A replacement drug was developed and proposed after tests on vultures in captivity: Meloxicam that affects cattle the same way as diclofenac in treating maladies but is harmless for vultures. However, diclofenac for human use was still being diverted into veterinary uses through black markets in certain parts of India till 2010. Thus vultures continued to die till 2010-11 if the complete withdrawal of diclofenac from veterinary use is admitted. But it’s not just diclofenac, which is only one of over a dozen drugs known as non-steroidal anti-inflammatory drugs (NSAIDs) available in India. Meloxicam may be non-toxic to vultures. But we also know that four others, aceclofenac, carprofen, flunixin, ketoprofen and nimesulide are toxic.

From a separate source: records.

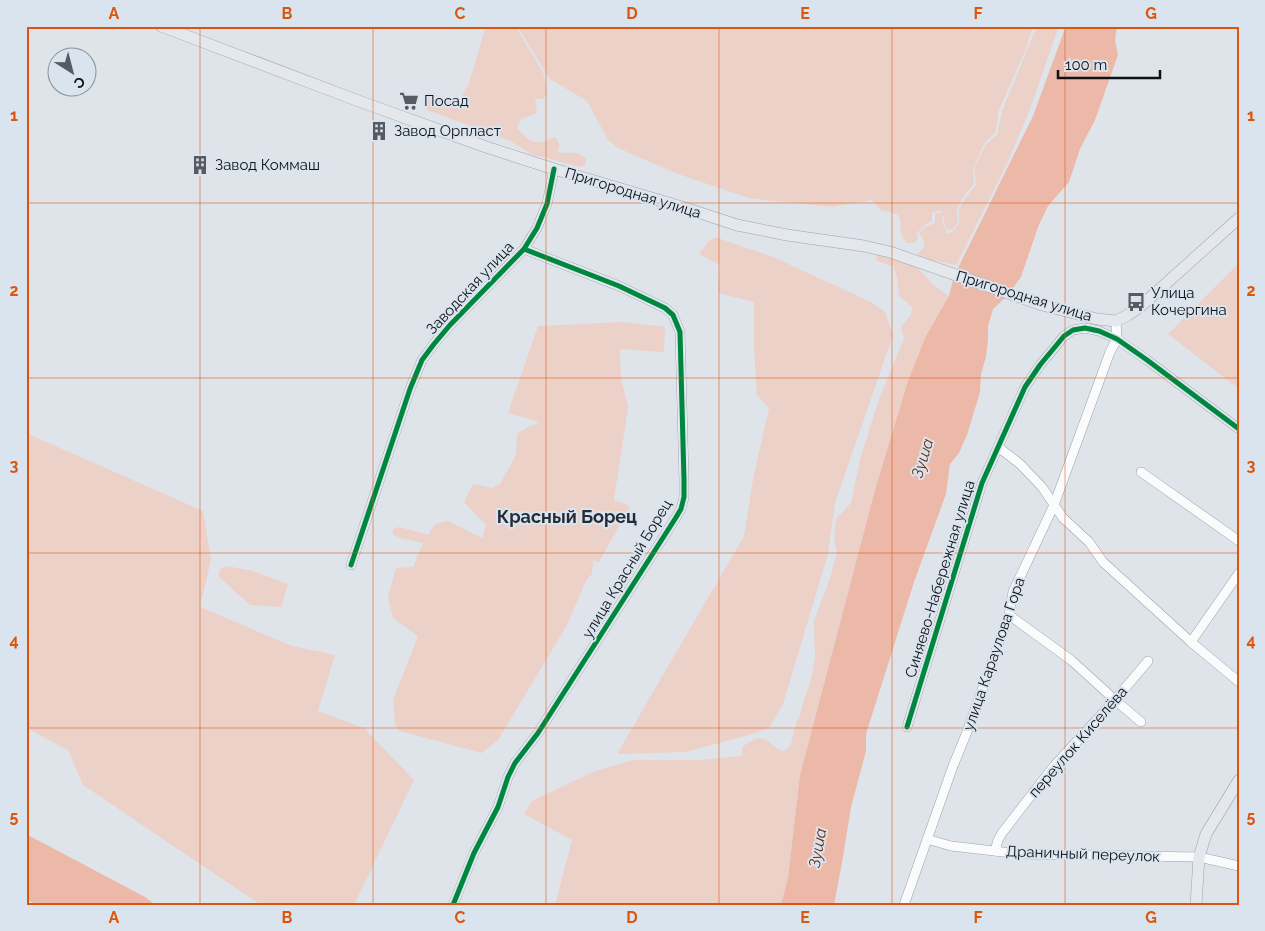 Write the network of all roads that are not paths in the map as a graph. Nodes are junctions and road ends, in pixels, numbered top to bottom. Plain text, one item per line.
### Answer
1 (161, 26) edge
2 (554, 169) junction
3 (1239, 218) edge
4 (524, 249) junction
5 (1116, 320) junction
6 (1117, 339) junction
7 (1239, 429) edge
8 (998, 447) junction
9 (1141, 472) dead end
10 (1054, 505) junction
11 (1239, 541) edge
12 (351, 565) dead end
13 (1239, 573) edge
14 (1009, 615) junction
15 (1191, 642) junction
16 (1148, 661) dead end
17 (1239, 682) edge
18 (1114, 700) junction
19 (1141, 722) dead end
20 (907, 727) dead end
21 (1239, 780) edge
22 (928, 838) junction
23 (995, 851) junction
24 (1199, 857) junction
25 (1239, 866) edge
26 (453, 905) edge
27 (904, 905) edge
28 (1196, 905) edge

1 - 2 main road, Пригородная улица
2 - 4 street, Заводская улица
2 - 5 main road, Пригородная улица
3 - 5 main road
4 - 12 street, Заводская улица
4 - 26 street, улица Красный Борец
5 - 6 street, улица Караулова Гора
6 - 7 street, Синяево-Набережная улица
6 - 8 street, Синяево-Набережная улица
6 - 10 street, улица Караулова Гора
8 - 10 street
8 - 20 street, Синяево-Набережная улица
9 - 11 street
10 - 14 street, улица Караулова Гора
10 - 15 street
13 - 15 street
14 - 18 street
14 - 22 street, улица Караулова Гора
15 - 17 street
16 - 18 street, переулок Киселёва
18 - 19 street
18 - 23 street, переулок Киселёва
21 - 24 main road
22 - 23 street, Драничный переулок
22 - 27 street, улица Караулова Гора
23 - 24 street, Драничный переулок
24 - 25 street, Драничный переулок
24 - 28 main road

And their threat is far greater than diclofenac because they are all still legal and any move at banning them is bound to face stiff resistance from the strong lobby of pharmaceutical companies, as was the case with diclofenac, which took several years to see a complete ban.
 
The conservation measures were started late and we are still a long way to go to bring back vultures to a respectable number. The bird has been listed as Critically Endangered on the IUCN Red List since 2002. The Bombay Natural History Society (BNHS – BirdLife in India) and the RSPB (BirdLife in the UK), working as part of Saving Asia’s Vultures from Extinction (SAVE), have been monitoring these species since before the crash.
 
Every four years, they set out on a survey of epic proportions, covering 15,500 km of the road in 13 States across India, counting individual vultures of each of the three species. As per their estimates, the population of some of the species of vultures in the country has stabilised but the overall numbers are still pretty grim with no exceptional surge in their population through conservation measures like rising captive populations for breeding and ultimately repopulating the wild. This has also been taken up aggressively in India, Pakistan and Nepal since 2004-05. For a slow breeder like the vulture, which lays one egg at a time and has an eight-month breeding cycle, there is little scope for revival if the loss is more than 5 per cent a year, even as the actual loss is in the range of 40-45 per cent, leaving us with just around 20,000 vultures from millions that were there in the 80s.
 
 
The Government needs to chip in and do more to change the on-ground scenario. More vulture conservation and breeding centres need to be opened. The habitats need to be protected from intrusion or human interference for their safety. Vulture breeding sites continue to be destroyed for real estate, industry, infrastructure and other development projects. The Ken-Betwa river linking project, for instance, is going to destroy an important vulture nesting natural ecosystem. Clearance has also been accorded to a ropeway in Girnar Wildlife Sanctuary in Gujarat, a nesting site of critically-endangered long-billed vultures. The enhanced tourist activity is bound to drive the birds away. Transmission lines, wind turbines, barrages – everything can come on the way of safe breeding and conservation of the birds unless the Government takes steps to ensure that their habitats are protected.
 
There need to be strict rulings against any kind of constructions or activities in protected zones and natural habitats of the birds because it is a sure recipe for the destruction of their nesting place. By the way, we must remember that we are dealing here with an avian species that are endangered and on the brink where any neglect at this time can cause their complete extinction, causing grave loss to the human ecosystem and environment. This is a last-ditch effort to save them and the seriousness of the effort must show at the highest level.